* _Your goal_: Look through the records and copy every line in which "Pleasant" appears.

-- Opening Marker --

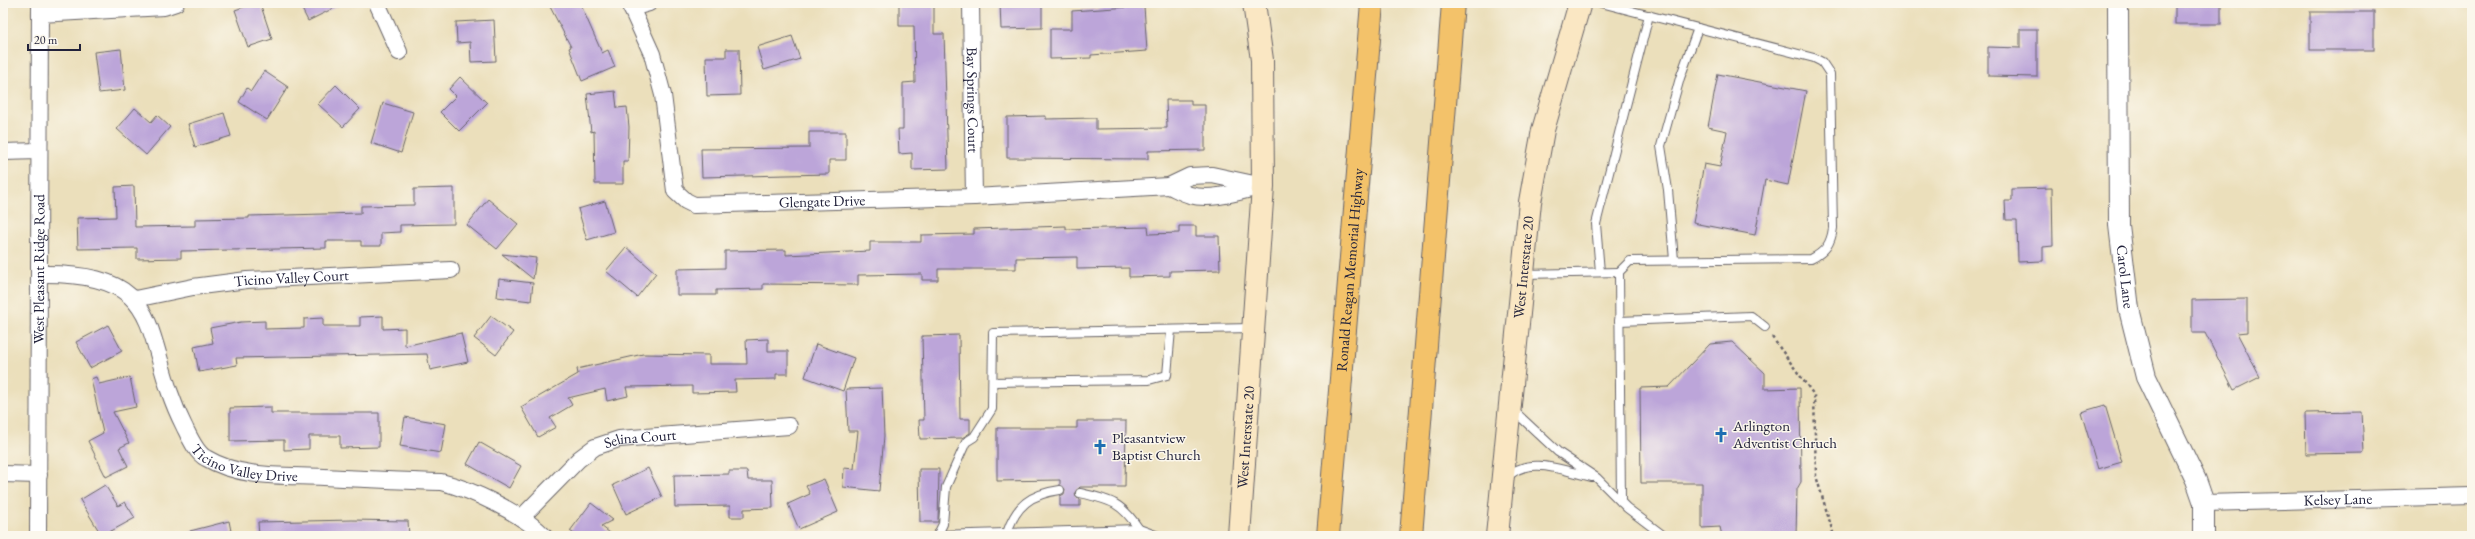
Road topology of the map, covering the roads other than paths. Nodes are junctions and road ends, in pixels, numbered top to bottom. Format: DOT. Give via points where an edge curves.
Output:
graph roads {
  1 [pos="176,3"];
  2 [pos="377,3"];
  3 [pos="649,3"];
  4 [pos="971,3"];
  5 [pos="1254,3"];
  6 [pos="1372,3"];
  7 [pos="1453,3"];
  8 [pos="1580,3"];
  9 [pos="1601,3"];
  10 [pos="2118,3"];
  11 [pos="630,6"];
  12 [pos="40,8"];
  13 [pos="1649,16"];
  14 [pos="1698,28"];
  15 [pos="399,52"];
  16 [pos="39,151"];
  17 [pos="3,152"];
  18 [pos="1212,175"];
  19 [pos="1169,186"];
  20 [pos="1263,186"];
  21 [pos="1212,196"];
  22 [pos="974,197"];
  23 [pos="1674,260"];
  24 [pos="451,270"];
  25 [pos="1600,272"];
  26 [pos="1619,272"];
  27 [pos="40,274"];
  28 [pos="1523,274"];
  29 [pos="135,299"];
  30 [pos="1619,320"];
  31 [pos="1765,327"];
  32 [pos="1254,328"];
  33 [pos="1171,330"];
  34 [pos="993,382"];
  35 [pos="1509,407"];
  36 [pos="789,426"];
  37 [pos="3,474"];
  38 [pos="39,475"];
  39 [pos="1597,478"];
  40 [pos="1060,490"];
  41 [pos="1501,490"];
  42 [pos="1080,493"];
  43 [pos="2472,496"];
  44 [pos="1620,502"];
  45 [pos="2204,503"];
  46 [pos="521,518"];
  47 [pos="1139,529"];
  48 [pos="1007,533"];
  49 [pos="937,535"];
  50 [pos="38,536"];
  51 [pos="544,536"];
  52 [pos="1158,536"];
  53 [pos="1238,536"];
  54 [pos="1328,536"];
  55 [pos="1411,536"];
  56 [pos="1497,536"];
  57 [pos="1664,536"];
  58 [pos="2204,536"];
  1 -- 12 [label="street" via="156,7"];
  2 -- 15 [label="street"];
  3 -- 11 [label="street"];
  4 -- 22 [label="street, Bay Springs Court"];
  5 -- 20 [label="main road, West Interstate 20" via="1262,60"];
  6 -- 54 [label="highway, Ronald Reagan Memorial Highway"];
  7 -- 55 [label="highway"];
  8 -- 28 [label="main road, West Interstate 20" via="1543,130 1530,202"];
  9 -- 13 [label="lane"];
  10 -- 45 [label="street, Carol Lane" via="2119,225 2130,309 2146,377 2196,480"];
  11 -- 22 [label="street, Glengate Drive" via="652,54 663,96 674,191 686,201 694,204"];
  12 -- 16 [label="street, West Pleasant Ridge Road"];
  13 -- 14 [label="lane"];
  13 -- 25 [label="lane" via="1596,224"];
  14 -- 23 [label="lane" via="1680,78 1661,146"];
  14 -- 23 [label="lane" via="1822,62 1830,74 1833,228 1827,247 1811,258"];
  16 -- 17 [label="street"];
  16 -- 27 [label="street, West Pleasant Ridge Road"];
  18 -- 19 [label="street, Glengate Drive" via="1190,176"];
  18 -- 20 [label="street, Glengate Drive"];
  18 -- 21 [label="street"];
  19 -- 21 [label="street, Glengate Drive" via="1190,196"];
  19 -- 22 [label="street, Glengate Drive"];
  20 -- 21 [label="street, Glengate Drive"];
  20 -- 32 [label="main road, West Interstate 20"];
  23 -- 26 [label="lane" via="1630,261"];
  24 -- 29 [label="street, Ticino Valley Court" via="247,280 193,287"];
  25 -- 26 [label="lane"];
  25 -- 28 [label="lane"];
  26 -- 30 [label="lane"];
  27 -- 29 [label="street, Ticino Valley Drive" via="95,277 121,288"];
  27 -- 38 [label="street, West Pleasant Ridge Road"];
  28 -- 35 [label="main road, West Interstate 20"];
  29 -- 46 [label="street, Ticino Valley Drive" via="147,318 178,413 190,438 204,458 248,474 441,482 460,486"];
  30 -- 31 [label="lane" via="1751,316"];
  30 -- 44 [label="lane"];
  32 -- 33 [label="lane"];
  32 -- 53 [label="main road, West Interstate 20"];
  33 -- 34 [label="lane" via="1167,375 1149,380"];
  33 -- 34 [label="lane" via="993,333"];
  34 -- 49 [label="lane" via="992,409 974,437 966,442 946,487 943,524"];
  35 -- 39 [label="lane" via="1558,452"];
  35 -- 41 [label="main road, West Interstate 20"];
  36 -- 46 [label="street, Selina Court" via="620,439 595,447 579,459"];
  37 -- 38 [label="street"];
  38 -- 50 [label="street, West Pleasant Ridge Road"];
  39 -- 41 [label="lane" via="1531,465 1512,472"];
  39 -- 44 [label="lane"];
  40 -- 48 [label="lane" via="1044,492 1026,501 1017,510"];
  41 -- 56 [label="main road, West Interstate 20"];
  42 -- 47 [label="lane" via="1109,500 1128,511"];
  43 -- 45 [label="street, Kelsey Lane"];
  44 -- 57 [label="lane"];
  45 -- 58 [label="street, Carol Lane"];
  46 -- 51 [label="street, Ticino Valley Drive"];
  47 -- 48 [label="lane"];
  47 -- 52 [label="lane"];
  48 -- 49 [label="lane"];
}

-- Closing Marker --

* _Answer box_:
  12 -- 16 [label="street, West Pleasant Ridge Road"];
  16 -- 27 [label="street, West Pleasant Ridge Road"];
  27 -- 38 [label="street, West Pleasant Ridge Road"];
  38 -- 50 [label="street, West Pleasant Ridge Road"];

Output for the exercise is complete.